Fortunately for Katy, she’s in Botswana, where there is more wealth and fewer people. The government here seems more intent on actually solving problems with new ideas, and they have both the willpower and funds to make that happen (healthcare is free to all Botswanans). In conjunction with HP, U-Penn and Clinton Health Initiative, they’ve had success in getting the project off the ground.

I didn’t get to see this app first-hand, but I understand it’s made for Android phones and uses the Open Data Kit (ODK). Doctors and nurses in more remote areas can send in pictures of some malady, and have an expert give feedback on the probably issue and remedy needed.
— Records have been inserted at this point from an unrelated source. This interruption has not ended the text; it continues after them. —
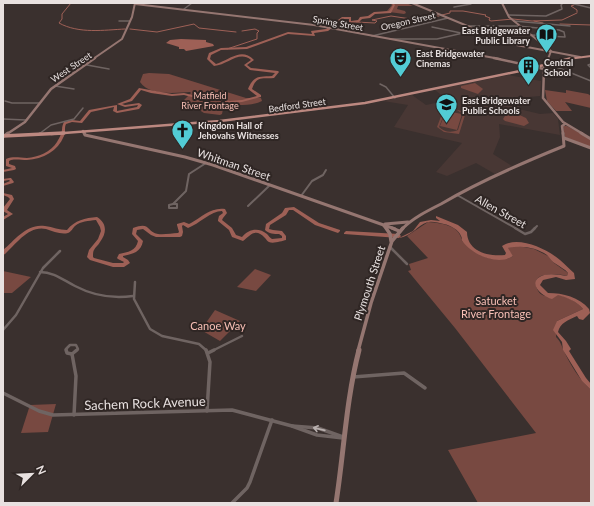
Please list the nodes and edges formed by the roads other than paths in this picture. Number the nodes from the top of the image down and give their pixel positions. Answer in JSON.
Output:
{"nodes":[{"id":1,"x":134,"y":3,"type":"edge"},
{"id":2,"x":192,"y":3,"type":"edge"},
{"id":3,"x":412,"y":3,"type":"edge"},
{"id":4,"x":420,"y":3,"type":"edge"},
{"id":5,"x":467,"y":3,"type":"edge"},
{"id":6,"x":502,"y":3,"type":"edge"},
{"id":7,"x":563,"y":3,"type":"edge"},
{"id":8,"x":570,"y":3,"type":"edge"},
{"id":9,"x":419,"y":6,"type":"junction"},
{"id":10,"x":454,"y":8,"type":"dead end"},
{"id":11,"x":591,"y":8,"type":"edge"},
{"id":12,"x":184,"y":9,"type":"junction"},
{"id":13,"x":508,"y":15,"type":"junction"},
{"id":14,"x":448,"y":18,"type":"junction"},
{"id":15,"x":512,"y":19,"type":"junction"},
{"id":16,"x":118,"y":21,"type":"dead end"},
{"id":17,"x":130,"y":21,"type":"junction"},
{"id":18,"x":466,"y":26,"type":"junction"},
{"id":19,"x":570,"y":26,"type":"dead end"},
{"id":20,"x":432,"y":27,"type":"dead end"},
{"id":21,"x":523,"y":27,"type":"junction"},
{"id":22,"x":476,"y":30,"type":"junction"},
{"id":23,"x":463,"y":33,"type":"junction"},
{"id":24,"x":532,"y":35,"type":"junction"},
{"id":25,"x":371,"y":36,"type":"junction"},
{"id":26,"x":389,"y":39,"type":"junction"},
{"id":27,"x":552,"y":52,"type":"junction"},
{"id":28,"x":590,"y":56,"type":"edge"},
{"id":29,"x":578,"y":57,"type":"junction"},
{"id":30,"x":87,"y":64,"type":"junction"},
{"id":31,"x":547,"y":64,"type":"junction"},
{"id":32,"x":538,"y":67,"type":"junction"},
{"id":33,"x":109,"y":69,"type":"dead end"},
{"id":34,"x":544,"y":69,"type":"junction"},
{"id":35,"x":591,"y":81,"type":"edge"},
{"id":36,"x":380,"y":84,"type":"dead end"},
{"id":37,"x":55,"y":86,"type":"junction"},
{"id":38,"x":74,"y":89,"type":"dead end"},
{"id":39,"x":395,"y":98,"type":"junction"},
{"id":40,"x":5,"y":100,"type":"dead end"},
{"id":41,"x":39,"y":103,"type":"junction"},
{"id":42,"x":83,"y":108,"type":"dead end"},
{"id":43,"x":3,"y":119,"type":"edge"},
{"id":44,"x":27,"y":120,"type":"junction"},
{"id":45,"x":565,"y":124,"type":"junction"},
{"id":46,"x":21,"y":125,"type":"junction"},
{"id":47,"x":83,"y":132,"type":"junction"},
{"id":48,"x":38,"y":135,"type":"junction"},
{"id":49,"x":3,"y":136,"type":"edge"},
{"id":50,"x":18,"y":136,"type":"junction"},
{"id":51,"x":564,"y":138,"type":"junction"},
{"id":52,"x":591,"y":139,"type":"edge"},
{"id":53,"x":578,"y":144,"type":"junction"},
{"id":54,"x":564,"y":146,"type":"junction"},
{"id":55,"x":591,"y":148,"type":"edge"},
{"id":56,"x":206,"y":163,"type":"junction"},
{"id":57,"x":326,"y":170,"type":"dead end"},
{"id":58,"x":269,"y":186,"type":"junction"},
{"id":59,"x":456,"y":195,"type":"junction"},
{"id":60,"x":300,"y":196,"type":"junction"},
{"id":61,"x":173,"y":204,"type":"dead end"},
{"id":62,"x":248,"y":206,"type":"dead end"},
{"id":63,"x":410,"y":221,"type":"junction"},
{"id":64,"x":380,"y":223,"type":"junction"},
{"id":65,"x":537,"y":226,"type":"dead end"},
{"id":66,"x":399,"y":232,"type":"junction"},
{"id":67,"x":392,"y":237,"type":"junction"},
{"id":68,"x":390,"y":244,"type":"junction"},
{"id":69,"x":60,"y":251,"type":"dead end"},
{"id":70,"x":407,"y":264,"type":"dead end"},
{"id":71,"x":40,"y":272,"type":"junction"},
{"id":72,"x":135,"y":282,"type":"dead end"},
{"id":73,"x":133,"y":296,"type":"junction"},
{"id":74,"x":3,"y":330,"type":"edge"},
{"id":75,"x":242,"y":336,"type":"dead end"},
{"id":76,"x":208,"y":353,"type":"junction"},
{"id":77,"x":72,"y":354,"type":"dead end"},
{"id":78,"x":353,"y":377,"type":"junction"},
{"id":79,"x":425,"y":388,"type":"dead end"},
{"id":80,"x":3,"y":393,"type":"edge"},
{"id":81,"x":207,"y":411,"type":"junction"},
{"id":82,"x":74,"y":416,"type":"junction"},
{"id":83,"x":272,"y":420,"type":"junction"},
{"id":84,"x":344,"y":438,"type":"junction"},
{"id":85,"x":232,"y":503,"type":"edge"},
{"id":86,"x":336,"y":503,"type":"edge"}],
"edges":[{"from":1,"to":12,"type":"main road","name":"Spring Street"},
{"from":1,"to":17,"type":"main road","name":"West Street"},
{"from":2,"to":12,"type":"street"},
{"from":3,"to":9,"type":"main road"},
{"from":4,"to":9,"type":"street"},
{"from":5,"to":10,"type":"street"},
{"from":6,"to":13,"type":"main road"},
{"from":7,"to":13,"type":"street"},
{"from":8,"to":11,"type":"street"},
{"from":9,"to":14,"type":"main road"},
{"from":12,"to":25,"type":"main road","name":"Spring Street"},
{"from":13,"to":15,"type":"main road"},
{"from":14,"to":18,"type":"main road"},
{"from":14,"to":25,"type":"street","name":"Oregon Street"},
{"from":15,"to":19,"type":"street"},
{"from":15,"to":21,"type":"main road"},
{"from":16,"to":17,"type":"street"},
{"from":17,"to":30,"type":"main road","name":"West Street"},
{"from":18,"to":21,"type":"street"},
{"from":18,"to":22,"type":"main road"},
{"from":20,"to":23,"type":"street"},
{"from":21,"to":24,"type":"main road"},
{"from":21,"to":24,"type":"street"},
{"from":22,"to":23,"type":"street"},
{"from":22,"to":27,"type":"main road"},
{"from":23,"to":26,"type":"street"},
{"from":24,"to":27,"type":"main road"},
{"from":25,"to":26,"type":"main road","name":"Spring Street"},
{"from":26,"to":32,"type":"main road","name":"Spring Street"},
{"from":27,"to":29,"type":"main road"},
{"from":27,"to":31,"type":"main road"},
{"from":28,"to":29,"type":"main road","name":"Bedford Street"},
{"from":29,"to":31,"type":"main road","name":"Bedford Street"},
{"from":30,"to":33,"type":"street"},
{"from":30,"to":37,"type":"main road","name":"West Street"},
{"from":31,"to":32,"type":"main road","name":"Bedford Street"},
{"from":31,"to":34,"type":"main road"},
{"from":31,"to":35,"type":"street"},
{"from":32,"to":34,"type":"main road","name":"Spring Street"},
{"from":32,"to":39,"type":"main road","name":"Bedford Street"},
{"from":34,"to":45,"type":"main road"},
{"from":36,"to":39,"type":"street"},
{"from":37,"to":38,"type":"street"},
{"from":37,"to":41,"type":"main road","name":"West Street"},
{"from":39,"to":47,"type":"main road","name":"Bedford Street"},
{"from":40,"to":41,"type":"street"},
{"from":41,"to":44,"type":"main road","name":"West Street"},
{"from":42,"to":48,"type":"street"},
{"from":43,"to":44,"type":"street"},
{"from":44,"to":46,"type":"main road","name":"West Street"},
{"from":45,"to":51,"type":"main road"},
{"from":45,"to":52,"type":"main road"},
{"from":46,"to":49,"type":"main road","name":"West Street"},
{"from":46,"to":50,"type":"main road"},
{"from":47,"to":48,"type":"main road","name":"Bedford Street"},
{"from":47,"to":56,"type":"main road","name":"Whitman Street"},
{"from":48,"to":50,"type":"main road","name":"Bedford Street"},
{"from":49,"to":50,"type":"main road","name":"Bedford Street"},
{"from":51,"to":53,"type":"main road"},
{"from":51,"to":54,"type":"main road"},
{"from":53,"to":54,"type":"main road","name":"Plymouth Street"},
{"from":53,"to":55,"type":"main road"},
{"from":54,"to":59,"type":"main road","name":"Plymouth Street"},
{"from":56,"to":58,"type":"main road","name":"Whitman Street"},
{"from":56,"to":61,"type":"street"},
{"from":57,"to":60,"type":"street"},
{"from":58,"to":60,"type":"main road","name":"Whitman Street"},
{"from":58,"to":62,"type":"street"},
{"from":59,"to":63,"type":"main road","name":"Plymouth Street"},
{"from":59,"to":65,"type":"street","name":"Allen Street"},
{"from":60,"to":64,"type":"main road","name":"Whitman Street"},
{"from":63,"to":64,"type":"main road"},
{"from":63,"to":66,"type":"main road","name":"Plymouth Street"},
{"from":64,"to":66,"type":"main road","name":"Whitman Street"},
{"from":64,"to":67,"type":"main road"},
{"from":66,"to":67,"type":"main road","name":"Plymouth Street"},
{"from":67,"to":68,"type":"main road","name":"Plymouth Street"},
{"from":68,"to":70,"type":"street"},
{"from":68,"to":78,"type":"main road","name":"Plymouth Street"},
{"from":69,"to":71,"type":"street"},
{"from":71,"to":73,"type":"street"},
{"from":71,"to":74,"type":"street"},
{"from":72,"to":73,"type":"street"},
{"from":73,"to":76,"type":"street"},
{"from":75,"to":76,"type":"street"},
{"from":76,"to":81,"type":"street"},
{"from":77,"to":82,"type":"street"},
{"from":78,"to":79,"type":"street"},
{"from":78,"to":84,"type":"main road","name":"Plymouth Street"},
{"from":80,"to":82,"type":"street","name":"Sachem Rock Avenue"},
{"from":81,"to":82,"type":"street","name":"Sachem Rock Avenue"},
{"from":81,"to":83,"type":"street","name":"Sachem Rock Avenue"},
{"from":83,"to":84,"type":"street","name":"Sachem Rock Avenue"},
{"from":83,"to":85,"type":"street"},
{"from":84,"to":86,"type":"main road","name":"Plymouth Street"}]}
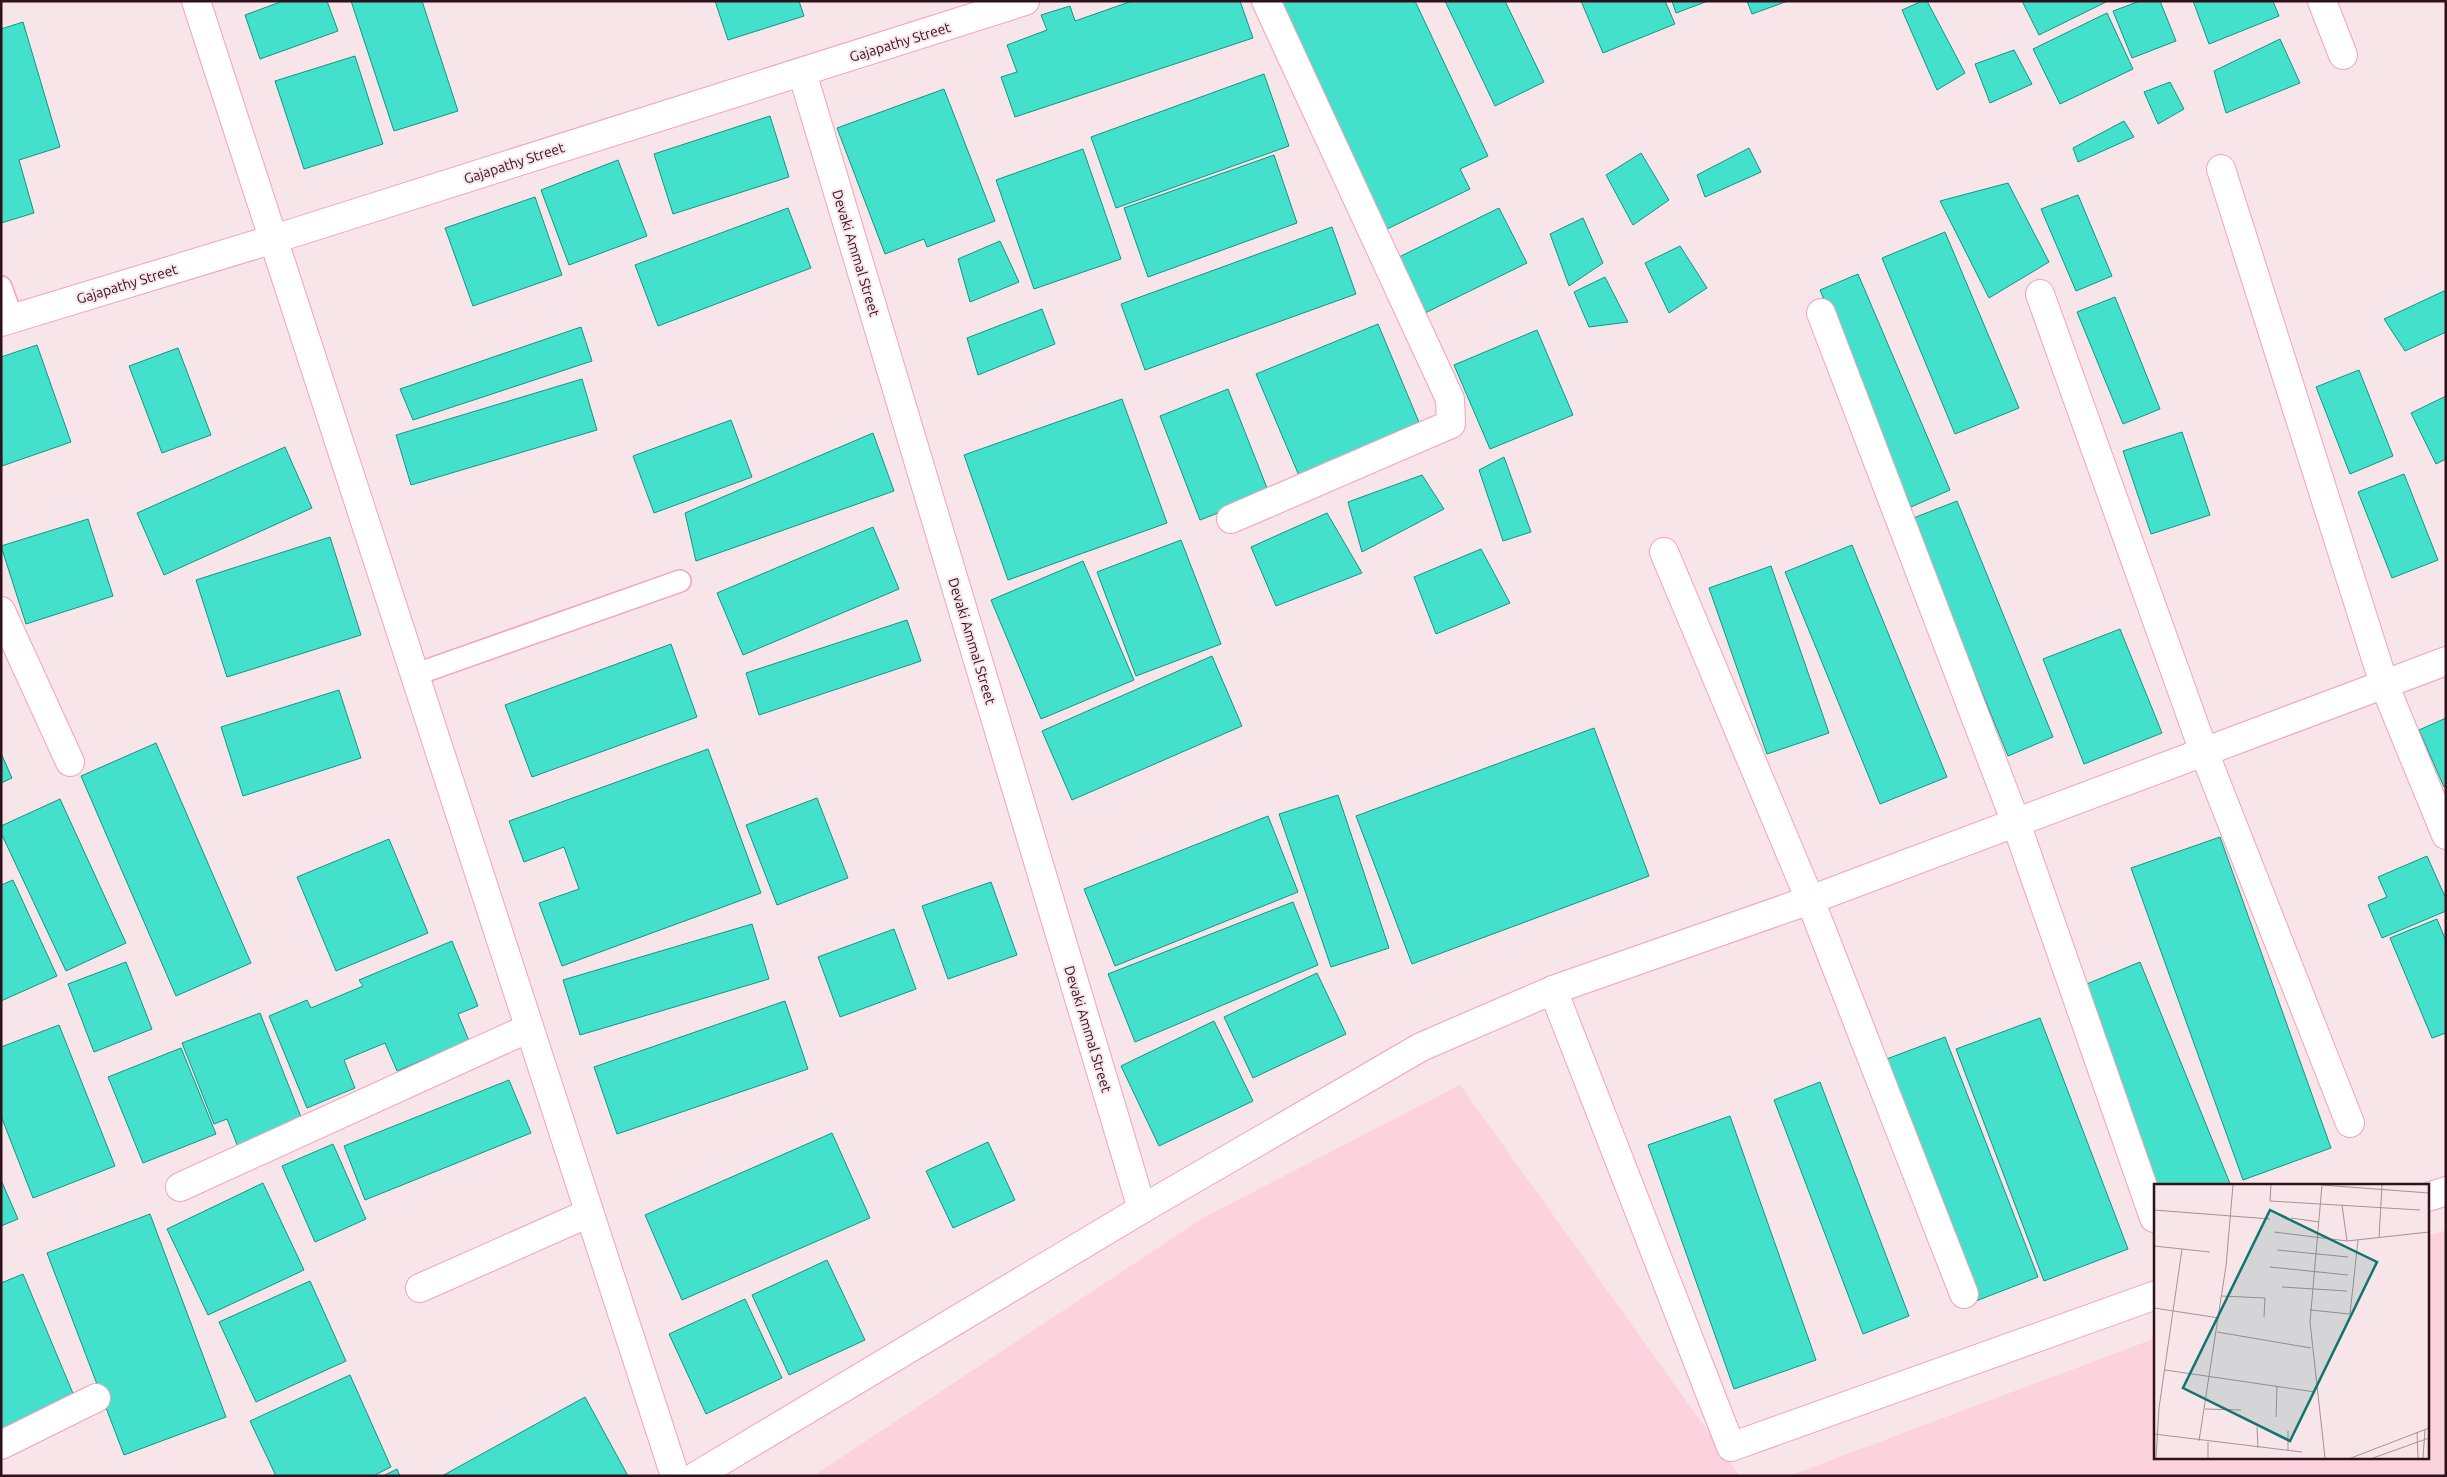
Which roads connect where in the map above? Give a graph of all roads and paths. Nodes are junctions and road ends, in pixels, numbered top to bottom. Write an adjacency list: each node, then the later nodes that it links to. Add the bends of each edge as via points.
1 (196, 1): 9 (street)
2 (1025, 1): 5 (street, Gajapathy Street)
3 (1266, 1): 14 (street, via 1450,399 1451,424)
4 (2322, 1): 6 (street)
5 (972, 10): 7 (street, Gajapathy Street)
6 (2343, 55)
7 (802, 72): 9 (street, Gajapathy Street); 32 (street, Devaki Ammal Street)
8 (2220, 169): 20 (street)
9 (274, 239): 13 (street, Gajapathy Street); 19 (street)
10 (1, 286): 13 (lane)
11 (2040, 294): 21 (street)
12 (1821, 313): 23 (street)
13 (6, 320)
14 (1231, 519)
15 (1664, 552): 25 (street)
16 (680, 581): 19 (lane)
17 (1, 610): 22 (street)
18 (2446, 661): 20 (street)
19 (414, 674): 27 (street)
20 (2384, 684): 21 (street); 24 (street)
21 (2204, 752): 23 (street); 28 (street)
22 (70, 762)
23 (2016, 823): 25 (street); 34 (street)
24 (2446, 835)
25 (1810, 900): 26 (street); 36 (street)
26 (1553, 990): 32 (street, via 1421,1047); 37 (street, via 1731,1446)
27 (529, 1028): 29 (street); 33 (street)
28 (2350, 1124)
29 (180, 1187)
30 (2446, 1191): 31 (street)
31 (2430, 1196)
32 (1142, 1209): 41 (street)
33 (589, 1213): 35 (street); 40 (street)
34 (2154, 1218)
35 (420, 1288)
36 (1964, 1294)
37 (2154, 1296)
38 (96, 1398): 39 (street)
39 (1, 1445)
40 (675, 1476)
41 (696, 1476)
Like any young company, Ping has to figure out service delivery and maintain quality control on their apps, all while working within a much larger and more bureaucratic institution. It’s not easy, and it means more meetings, great communication on managing expectations and real scope change management.

Swimming with the Hippos

I don’t envy Pule or Katy’s their jobs, it’s not easy being an entrepreneur.

It’s in this space where government, large organizations and startups meet that hope can be found. The larger organizations have the cards stacked against them to innovate on anything. The small organizations with great new ideas, find it hard to scale without partnerships.

When large organizations are open enough to bring in outsiders and revisit old laws or rules in order for change to happen, there is hope.

When small organizations are humble and patient enough to work with larger ones, then big change and big money are both possible.